**What the task requires**
Go through the data below and return each line containing the word "main".
━━━━━━━━━━
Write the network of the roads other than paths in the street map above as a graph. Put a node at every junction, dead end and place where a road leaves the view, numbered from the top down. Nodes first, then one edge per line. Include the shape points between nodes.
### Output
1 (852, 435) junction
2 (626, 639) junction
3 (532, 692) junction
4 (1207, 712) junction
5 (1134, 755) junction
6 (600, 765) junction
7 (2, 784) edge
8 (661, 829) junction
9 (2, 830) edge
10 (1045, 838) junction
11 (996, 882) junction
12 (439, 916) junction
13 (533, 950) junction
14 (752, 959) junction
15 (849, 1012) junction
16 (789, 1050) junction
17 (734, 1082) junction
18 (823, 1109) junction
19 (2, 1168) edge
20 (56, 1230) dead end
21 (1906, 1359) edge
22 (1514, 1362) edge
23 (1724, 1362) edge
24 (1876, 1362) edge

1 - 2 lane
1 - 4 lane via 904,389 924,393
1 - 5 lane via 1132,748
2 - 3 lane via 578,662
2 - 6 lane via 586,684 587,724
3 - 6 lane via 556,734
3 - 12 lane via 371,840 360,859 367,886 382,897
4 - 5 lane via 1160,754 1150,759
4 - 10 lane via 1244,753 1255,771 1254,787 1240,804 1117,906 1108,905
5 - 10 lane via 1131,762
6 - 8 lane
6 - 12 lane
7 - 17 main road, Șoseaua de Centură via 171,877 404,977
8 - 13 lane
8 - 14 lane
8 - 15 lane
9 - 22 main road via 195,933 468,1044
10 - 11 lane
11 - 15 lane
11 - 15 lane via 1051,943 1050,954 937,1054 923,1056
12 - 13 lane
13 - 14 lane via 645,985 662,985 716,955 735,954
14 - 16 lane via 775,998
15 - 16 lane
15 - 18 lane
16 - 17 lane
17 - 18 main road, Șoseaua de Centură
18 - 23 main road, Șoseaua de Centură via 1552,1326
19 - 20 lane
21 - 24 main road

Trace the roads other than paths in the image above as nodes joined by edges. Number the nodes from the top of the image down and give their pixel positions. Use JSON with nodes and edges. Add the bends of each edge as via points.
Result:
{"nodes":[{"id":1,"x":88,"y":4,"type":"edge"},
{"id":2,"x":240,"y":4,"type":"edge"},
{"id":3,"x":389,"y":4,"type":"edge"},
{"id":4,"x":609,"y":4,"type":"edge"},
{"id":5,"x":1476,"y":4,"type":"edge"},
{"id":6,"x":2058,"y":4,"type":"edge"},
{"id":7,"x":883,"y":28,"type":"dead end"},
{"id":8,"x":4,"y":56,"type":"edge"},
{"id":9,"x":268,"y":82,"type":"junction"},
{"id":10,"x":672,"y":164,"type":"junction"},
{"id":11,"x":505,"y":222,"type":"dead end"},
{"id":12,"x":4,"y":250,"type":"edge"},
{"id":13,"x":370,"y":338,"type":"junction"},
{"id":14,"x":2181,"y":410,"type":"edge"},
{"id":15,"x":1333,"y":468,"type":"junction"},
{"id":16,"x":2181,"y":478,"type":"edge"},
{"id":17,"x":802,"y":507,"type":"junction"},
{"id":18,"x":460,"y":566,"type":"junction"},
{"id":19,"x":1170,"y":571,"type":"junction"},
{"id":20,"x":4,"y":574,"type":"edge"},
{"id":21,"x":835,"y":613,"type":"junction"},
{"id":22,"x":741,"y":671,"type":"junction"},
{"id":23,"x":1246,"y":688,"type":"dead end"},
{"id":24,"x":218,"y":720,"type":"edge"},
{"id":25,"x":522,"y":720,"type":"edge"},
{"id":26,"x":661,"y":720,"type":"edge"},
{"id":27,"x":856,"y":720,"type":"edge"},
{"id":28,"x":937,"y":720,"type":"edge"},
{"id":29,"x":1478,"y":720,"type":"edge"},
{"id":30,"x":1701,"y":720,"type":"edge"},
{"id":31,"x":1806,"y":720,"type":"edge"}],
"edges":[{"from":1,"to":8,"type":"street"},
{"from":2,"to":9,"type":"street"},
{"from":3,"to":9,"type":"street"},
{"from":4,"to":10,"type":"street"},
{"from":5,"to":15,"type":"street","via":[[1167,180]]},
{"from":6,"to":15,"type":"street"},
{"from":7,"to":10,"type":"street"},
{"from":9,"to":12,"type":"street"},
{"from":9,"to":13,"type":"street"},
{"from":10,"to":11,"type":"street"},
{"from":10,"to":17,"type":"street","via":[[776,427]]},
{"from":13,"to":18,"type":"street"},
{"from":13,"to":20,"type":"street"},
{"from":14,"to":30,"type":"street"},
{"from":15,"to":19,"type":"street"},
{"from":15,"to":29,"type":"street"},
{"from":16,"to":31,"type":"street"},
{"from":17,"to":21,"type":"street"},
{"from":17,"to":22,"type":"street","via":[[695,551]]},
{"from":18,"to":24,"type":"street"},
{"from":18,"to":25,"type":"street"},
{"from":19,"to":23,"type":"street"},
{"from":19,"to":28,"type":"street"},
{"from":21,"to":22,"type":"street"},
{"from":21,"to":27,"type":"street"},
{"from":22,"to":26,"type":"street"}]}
━━━━━━━━━━
**Answer area**
7 - 17 main road, Șoseaua de Centură via 171,877 404,977
9 - 22 main road via 195,933 468,1044
17 - 18 main road, Șoseaua de Centură
18 - 23 main road, Șoseaua de Centură via 1552,1326
21 - 24 main road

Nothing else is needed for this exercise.